June 27, 2007


From what I’ve gathered from the articles there appears to be no ideal means of organizing information given the “fuzziness” of human cognitive models.  The inherit benefits and flaws to folksonomies and taxonomies were detailed quite well in each of this week’s readings. The article by Quintarelli does a good job at summarizing the flaws of taxonomies in that they work well in classifying a relatively restricted corpus with pre-defined categories, stable and restricted items and clear edges.  In addition to this the already existing classification schemes employed by libraries (Dewey, LOC) are archaic and ethno- linguistically and culturally biased in their conceptualizations, which most of us are most likely familiar with after taking LIS 502. 
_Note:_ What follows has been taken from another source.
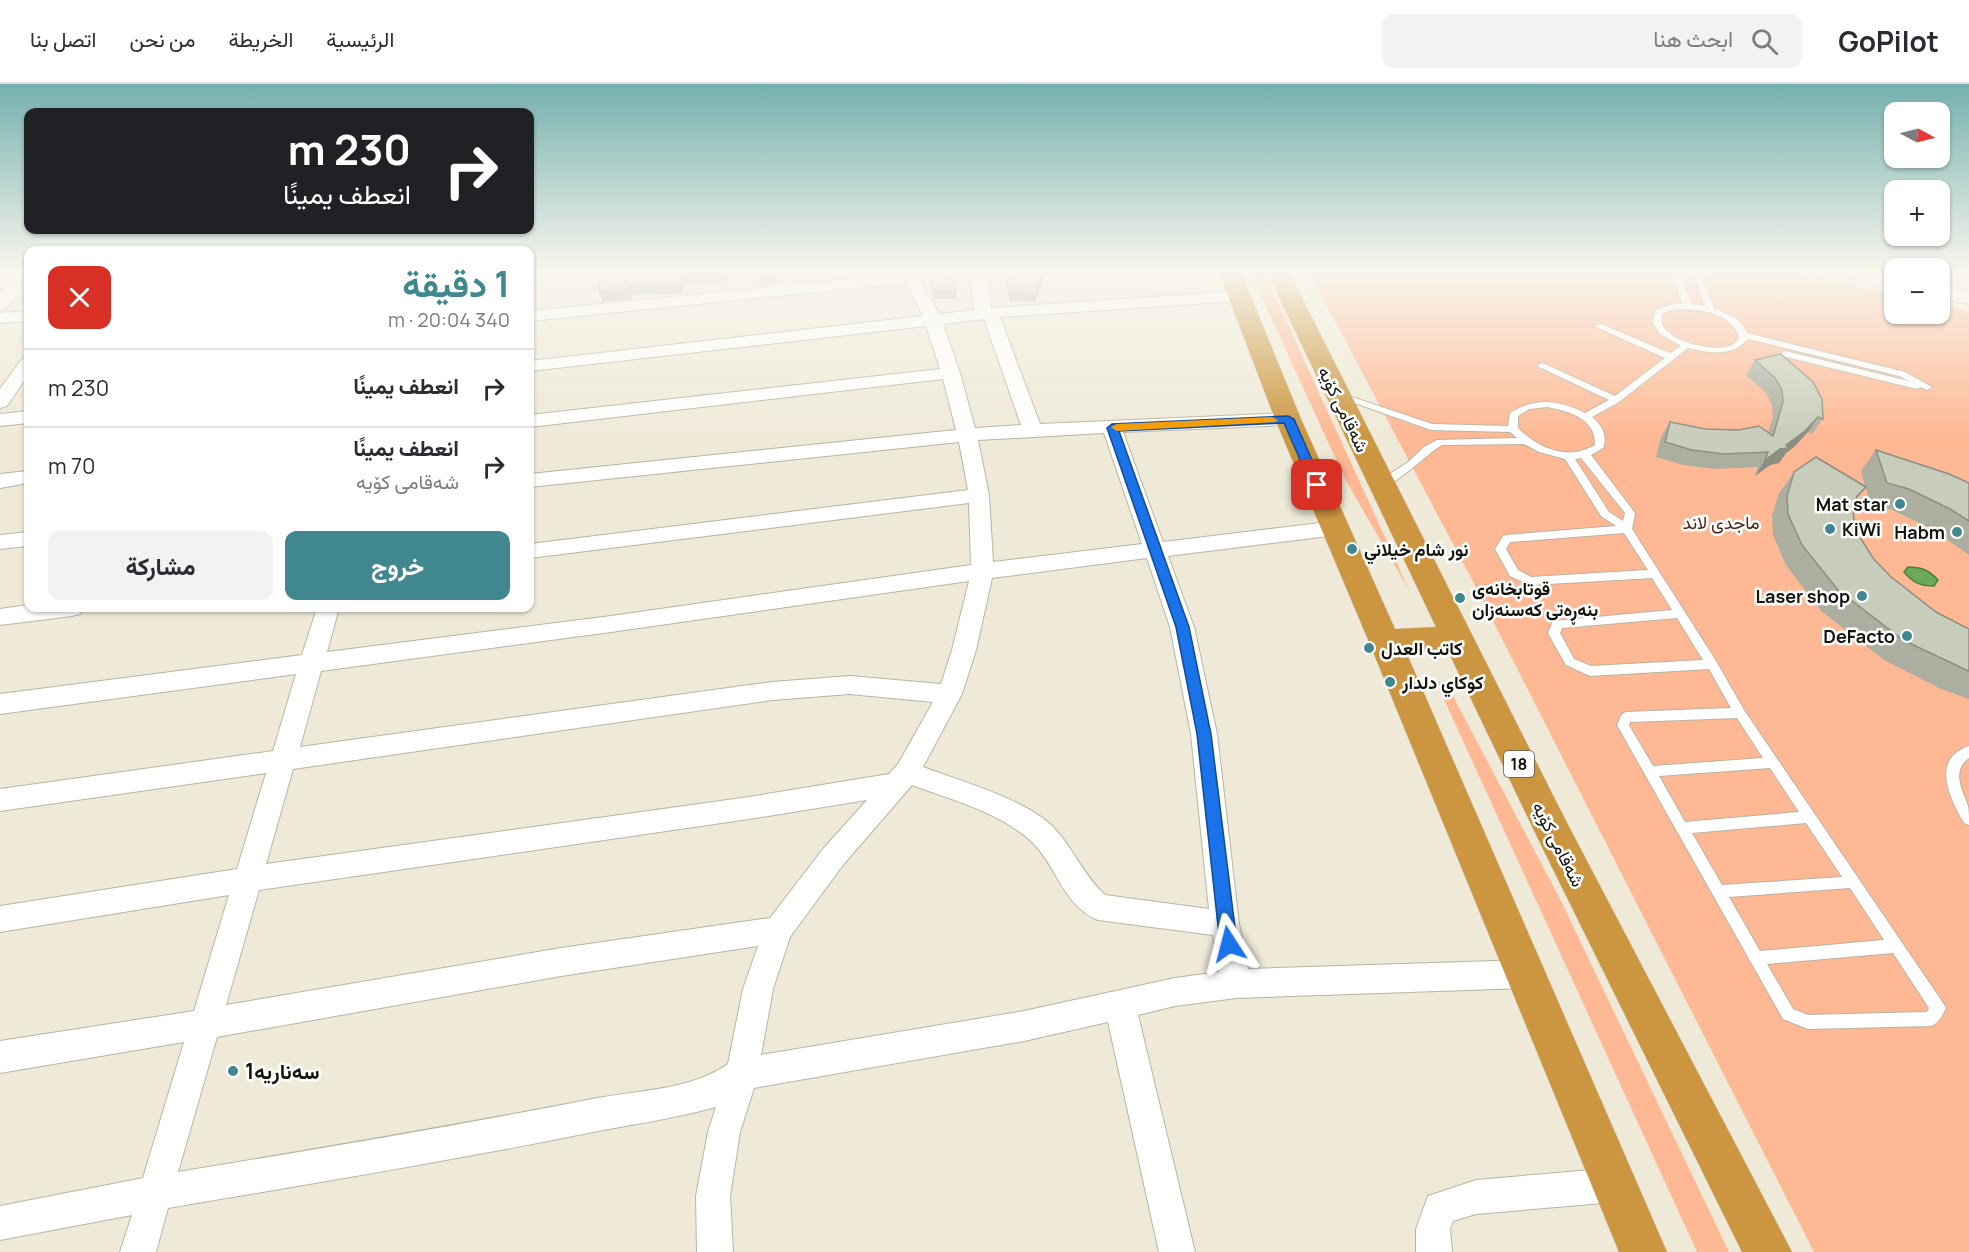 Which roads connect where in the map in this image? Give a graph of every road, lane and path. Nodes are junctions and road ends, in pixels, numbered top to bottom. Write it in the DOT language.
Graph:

I also think that Kroski did a good job at summarizing the benefits of folksonomies: they are inclusive, democratic and self-moderating, follow “desire lines”, offer insight into user behaviour, are a low-cost alternative, and are easy to use. The readings taken together appear to come to the conclusion that the innate flaws of both systems make them equally unsuitable, though Carol Ou in “folksonomy? ethnoclassification? libraries? wha?” sees hope in an ideal “happy middle” between both systems.  
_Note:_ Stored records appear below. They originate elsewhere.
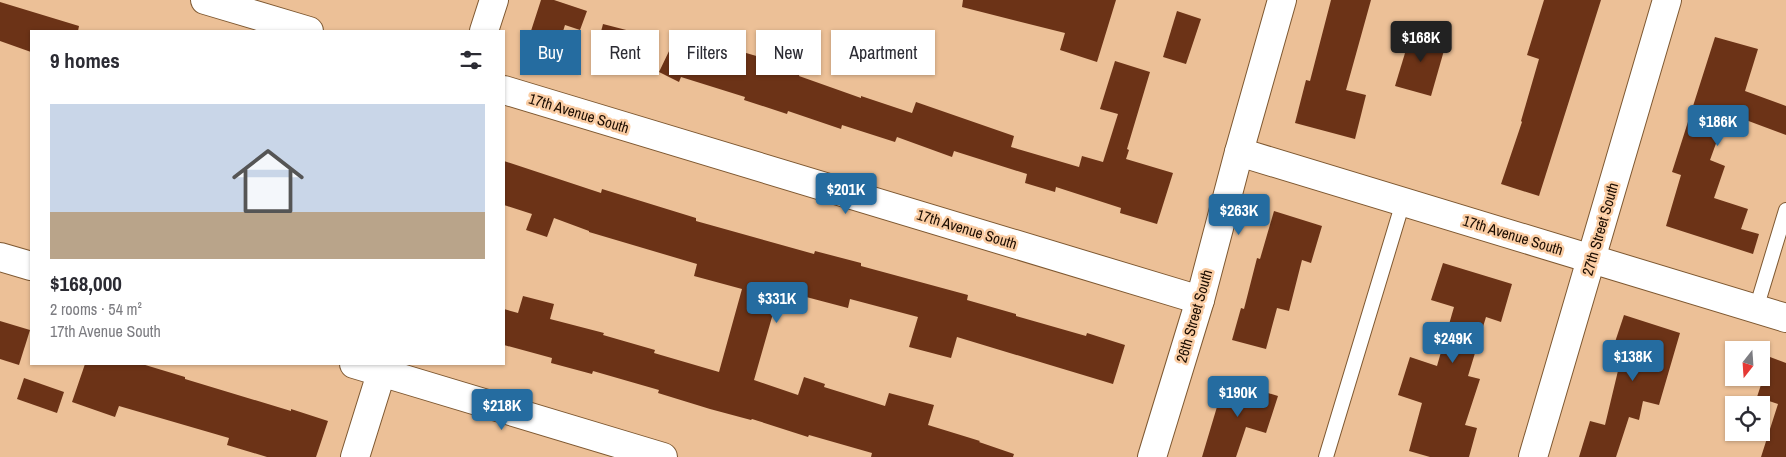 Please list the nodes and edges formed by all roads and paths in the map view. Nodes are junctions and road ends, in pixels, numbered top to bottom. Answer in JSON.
{"nodes":[{"id":1,"x":205,"y":0,"type":"edge"},
{"id":2,"x":494,"y":0,"type":"edge"},
{"id":3,"x":1667,"y":0,"type":"edge"},
{"id":4,"x":1276,"y":2,"type":"edge"},
{"id":5,"x":306,"y":30,"type":"edge"},
{"id":6,"x":484,"y":30,"type":"edge"},
{"id":7,"x":505,"y":90,"type":"edge"},
{"id":8,"x":1239,"y":152,"type":"junction"},
{"id":9,"x":1403,"y":202,"type":"junction"},
{"id":10,"x":1786,"y":210,"type":"edge"},
{"id":11,"x":0,"y":256,"type":"edge"},
{"id":12,"x":1591,"y":259,"type":"junction"},
{"id":13,"x":30,"y":266,"type":"edge"},
{"id":14,"x":1200,"y":300,"type":"junction"},
{"id":15,"x":1756,"y":309,"type":"junction"},
{"id":16,"x":1786,"y":318,"type":"edge"},
{"id":17,"x":361,"y":365,"type":"edge"},
{"id":18,"x":382,"y":368,"type":"edge"},
{"id":19,"x":355,"y":457,"type":"edge"},
{"id":20,"x":663,"y":457,"type":"edge"},
{"id":21,"x":1152,"y":457,"type":"edge"},
{"id":22,"x":1326,"y":457,"type":"edge"},
{"id":23,"x":1533,"y":457,"type":"edge"}],
"edges":[{"from":1,"to":5,"type":"street"},
{"from":2,"to":6,"type":"street"},
{"from":3,"to":12,"type":"street","name":"27th Street South"},
{"from":4,"to":8,"type":"street","name":"26th Street South"},
{"from":7,"to":14,"type":"street","name":"17th Avenue South"},
{"from":8,"to":9,"type":"street","name":"17th Avenue South"},
{"from":8,"to":14,"type":"street","name":"26th Street South"},
{"from":9,"to":12,"type":"street","name":"17th Avenue South"},
{"from":9,"to":22,"type":"lane"},
{"from":10,"to":15,"type":"lane"},
{"from":11,"to":13,"type":"street"},
{"from":12,"to":15,"type":"street","name":"17th Avenue South"},
{"from":12,"to":23,"type":"street","name":"27th Street South"},
{"from":14,"to":21,"type":"street","name":"26th Street South"},
{"from":15,"to":16,"type":"street","name":"17th Avenue South"},
{"from":17,"to":18,"type":"street"},
{"from":18,"to":19,"type":"street"},
{"from":18,"to":20,"type":"street"}]}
I think the fatal flaw of the straight-forward folksonomy is the absence of hierarchy, which is perhaps the most crucial means by which people organize information, even in their own minds.  In Kome’s article, he goes into significantly greater detail observing that folksonomies assume “equivalence relationships are the norm” and that hierarchies have hyponyms (words used to describe terms in this relationship include “is a”, or “is a kind of”) and meronyms (“part of” relations, where concept A is part of concept B; i.e. “grammar” is a part of “language”.).  Both allow for broadening and narrowing search and browsing actions, which I believe to be crucial in the search process or just in browsing.

In the study of semantics the work of Eleanor Rosch and George Lakoff is interesting when analyzing the problem of information organization.  They developed “Prototype Theory” (wikipedia article on it):

Systems of categories are not objectively “out there” in the world but are rooted in people’s experience. These categories evolve as learned concepts of the world —meaning is not an objective truth, but a subjective construct, learned from experience, and language arises out of the “grounding of our conceptual systems in shared embodiment and bodily experience.

I think our conceptualizations change and develop rapidly, and in so doing, outdate static systems like Dewey and LOC.  However, a flat tagging system created by users does not allow for broader or narrower categories that assist in more controlled searching.  Perhaps a more controlled folksonomy would be ideal, where users could tag but within an already existing hierarchical system. 

     While our own conceptualizations of the world come from our ownThis idea appears to refute both taxonomies and folksonomies, and it is possible the pursuit of an ideal classification scheme is ultimately futile. 


sb, t & f…

June 21, 2007

One of the more cited problems with social bookmarking is the idea of metanoise, which was brought up in Adam Mathes article, and was also discussed in the presentation and Marco’s blog.  While I agree that this can be a significant problem, as people do have unique conceptualizations of certain topics and items I don’t necessarily see it as the most significant drawback. 

 An article I researched for the presentation by Scott A. Golder and Bernardo A. Huberman (Golder, Scott A., and Huberman, Bernardo A. “Usage patterns of collaborative tagging systems.” Journal of Information Science. Vol. 32, no.2 (2006): 198-206) analyze the issue directly, though not specifically labelling it metanoise.  The study that they undergo examines the nature of traditional taxonomy versus a tagging system, but goes beyond that and analyses collective tagging on  It is an excellent study that I highly recommend if you want to know more about the issue.  What they eventually conclude is that social sensmaking in this case pans out as “stable patterns emerge in tag proportions” and that “minority opinions can coexist alongside popular ones without disrupting the consensus choices made by many users.”  I think that their conclusions would hold just as true were a collective tagging system be implemented in a library catalogue or in a large journal database. 

I think the another problem to arise from social bookmarking, not discussed much in the literature, is that it has the potential to exacerbate the already existing problem of poor information literacy among students and the general population.  While it can be annoying to learn the controlled vocabulary of databases, or the subject headings in OPAC or traditional taxonomies, I feel that after learning them you would be better equipped to research information than if there was just a flat tagging system.  It is possible that people will grow accustomed to keyword searching for tags rather than trying to learn specific search techniques.  I’m not arguing that a social bookmarking system not be implemented but I think there are problems to bear in mind.